Now I (almost) officially become an author. Yes. Any time soon...

Sunday, July 4, 2010

Gue memperhatikan perkembangan komunikasi antar manusia akhir-akhir ini. bener-bener tergantung pada teknologi dan sangat kekurangan sentuhan personal.
Jadi, beberapa bulan lalu ketika gue masih pakek bb, hampir tiap hari selallu aja ada bbm yang masuk. entah itu nanyain lagi ngapain, sekedar curhat, ato apadeh yang biasanya terjadi ketika komunikasi via bb. Nah.. setelah gue ganti gadget dengan Hp yang tidak bisa ber BBM ria, kini rutinitas itu seolah ngilang gitu aja. Jadi temen2 gue yang biasanya rutin nyapa, nanya, ngajak chit chat dll kini berkurang drastis. Bahkan semenjak terakhir gunain bb, sampe sekarang nggak pernah sms!

Dan akhirnya gue pun sampai pada sebuah kesimpulan bahwa... ternyata dengan bb bisa meningkatkan komunikasi antar individu. mengada-ada kah? kan komunikasi lewat sms or telpon pun bisa..? Oke. Kayaknya bahasannya mulai melebar. Jadi fokus dari tulisan ini adalah, ketika keinginan untuk membuka komunikasi dengan seseorang terpengaruh oleh bb. yup, bb. gue dengan spesifik menekankan, karena emang kenyataannya (beberapa) temen-temen gue ternyata memang tergantung pada bb untuk menghubungi gue. I mean, kalo emang berniat untuk berkomnunikasi, they still have my number. bisa sms, or telpon. lantas kenapa setelah gue nggak pegang bb, sekarang jadi berhenti komunikasi? things to be noted, bukan karena gue ngerasa di anggap outsider karena nggak punya bb ya! bukan sama sekali! cuman gue tertarik aja untuk membahas betapa bb telah mengambil alih porsi komunikasi kita. I mean, lucu aja gitu... karena adanya bbm, maka topik pembicaraan pun selaluuu ajah ada. bb amazingly has bonding people's emotion, like, literally.

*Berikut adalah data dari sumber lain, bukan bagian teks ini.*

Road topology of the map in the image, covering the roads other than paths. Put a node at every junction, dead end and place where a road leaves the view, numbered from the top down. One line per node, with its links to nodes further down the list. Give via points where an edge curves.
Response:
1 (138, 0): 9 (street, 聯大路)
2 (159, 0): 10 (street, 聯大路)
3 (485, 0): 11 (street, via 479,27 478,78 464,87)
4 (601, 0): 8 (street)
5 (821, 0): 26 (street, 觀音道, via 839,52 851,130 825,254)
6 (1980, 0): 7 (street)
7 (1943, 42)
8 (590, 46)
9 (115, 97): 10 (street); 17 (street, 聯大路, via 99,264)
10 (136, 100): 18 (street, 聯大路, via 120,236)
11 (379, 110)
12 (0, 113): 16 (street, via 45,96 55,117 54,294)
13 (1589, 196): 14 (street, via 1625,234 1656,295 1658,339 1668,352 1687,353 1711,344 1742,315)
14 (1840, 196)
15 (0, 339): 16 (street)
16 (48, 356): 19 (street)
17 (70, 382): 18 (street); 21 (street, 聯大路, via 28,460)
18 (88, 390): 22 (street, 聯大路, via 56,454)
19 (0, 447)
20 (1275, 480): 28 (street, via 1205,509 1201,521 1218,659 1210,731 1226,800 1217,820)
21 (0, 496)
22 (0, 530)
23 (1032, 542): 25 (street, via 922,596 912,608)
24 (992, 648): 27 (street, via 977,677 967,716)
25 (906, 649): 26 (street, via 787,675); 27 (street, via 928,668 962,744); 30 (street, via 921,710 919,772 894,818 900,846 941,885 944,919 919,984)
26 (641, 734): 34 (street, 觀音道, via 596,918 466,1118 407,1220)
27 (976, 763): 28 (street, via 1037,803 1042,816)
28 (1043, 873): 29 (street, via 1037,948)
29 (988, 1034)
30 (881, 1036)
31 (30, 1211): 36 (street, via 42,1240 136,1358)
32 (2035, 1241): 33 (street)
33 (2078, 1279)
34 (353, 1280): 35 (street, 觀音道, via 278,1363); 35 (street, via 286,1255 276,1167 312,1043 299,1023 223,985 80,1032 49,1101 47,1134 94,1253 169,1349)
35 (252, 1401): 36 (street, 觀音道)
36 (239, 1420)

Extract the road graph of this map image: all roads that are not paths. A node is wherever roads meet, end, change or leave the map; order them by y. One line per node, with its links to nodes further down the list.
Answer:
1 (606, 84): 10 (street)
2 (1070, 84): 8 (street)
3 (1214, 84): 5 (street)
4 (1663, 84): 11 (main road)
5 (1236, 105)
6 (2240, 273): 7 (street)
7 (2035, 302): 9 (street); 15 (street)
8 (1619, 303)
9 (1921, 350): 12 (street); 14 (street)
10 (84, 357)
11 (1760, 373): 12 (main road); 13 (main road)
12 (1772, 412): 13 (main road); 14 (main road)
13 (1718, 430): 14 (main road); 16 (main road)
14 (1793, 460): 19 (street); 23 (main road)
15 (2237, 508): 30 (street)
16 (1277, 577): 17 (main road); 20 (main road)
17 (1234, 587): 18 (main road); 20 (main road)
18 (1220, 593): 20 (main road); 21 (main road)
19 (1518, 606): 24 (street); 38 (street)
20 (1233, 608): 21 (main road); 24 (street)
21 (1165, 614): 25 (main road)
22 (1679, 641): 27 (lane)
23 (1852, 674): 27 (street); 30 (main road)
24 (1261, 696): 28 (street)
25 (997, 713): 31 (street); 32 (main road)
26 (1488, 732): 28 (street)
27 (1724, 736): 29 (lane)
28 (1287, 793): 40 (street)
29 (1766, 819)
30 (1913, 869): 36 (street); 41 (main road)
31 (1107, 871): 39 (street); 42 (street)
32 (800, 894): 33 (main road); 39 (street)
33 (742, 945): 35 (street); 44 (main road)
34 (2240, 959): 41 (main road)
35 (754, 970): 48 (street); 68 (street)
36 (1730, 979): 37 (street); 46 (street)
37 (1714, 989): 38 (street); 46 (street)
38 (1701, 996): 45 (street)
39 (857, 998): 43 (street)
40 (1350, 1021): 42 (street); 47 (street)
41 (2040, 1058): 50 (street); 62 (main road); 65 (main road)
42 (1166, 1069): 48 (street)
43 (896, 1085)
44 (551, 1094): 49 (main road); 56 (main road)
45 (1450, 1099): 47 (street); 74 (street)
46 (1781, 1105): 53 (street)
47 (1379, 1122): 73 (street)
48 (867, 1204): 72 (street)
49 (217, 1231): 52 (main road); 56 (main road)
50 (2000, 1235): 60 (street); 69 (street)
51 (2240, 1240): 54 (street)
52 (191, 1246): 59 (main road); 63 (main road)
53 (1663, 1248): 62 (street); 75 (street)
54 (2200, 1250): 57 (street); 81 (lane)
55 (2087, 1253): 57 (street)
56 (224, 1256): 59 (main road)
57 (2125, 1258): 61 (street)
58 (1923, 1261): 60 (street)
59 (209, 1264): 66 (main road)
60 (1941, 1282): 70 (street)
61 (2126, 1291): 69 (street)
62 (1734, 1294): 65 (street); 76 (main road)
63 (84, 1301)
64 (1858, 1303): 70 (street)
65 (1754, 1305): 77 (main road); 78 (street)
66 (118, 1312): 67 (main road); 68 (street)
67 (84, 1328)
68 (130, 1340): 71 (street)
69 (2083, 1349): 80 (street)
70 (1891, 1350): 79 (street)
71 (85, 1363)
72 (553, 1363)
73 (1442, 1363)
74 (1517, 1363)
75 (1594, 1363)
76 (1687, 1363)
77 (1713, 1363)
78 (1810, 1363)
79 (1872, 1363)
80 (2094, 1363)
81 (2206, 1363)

Yaitu dia, merasa aneh aja. BBM seolah nggak bisa digantikan oleh sms or ym untuk berkomunikasi. jadi rasanya lebih enak dan menyenangkan aja kalo lewat bbm untuk ngobrol ngalor ngidul....

Kenapa yah? Dan ada kemungkinan nih, nanti beberapa taun mendatang, pengguna gadget komunikasi mayoritas menggunakan bb. tsk, tajir gila tuh pemegang saham. would you marry me, then? #PLAK!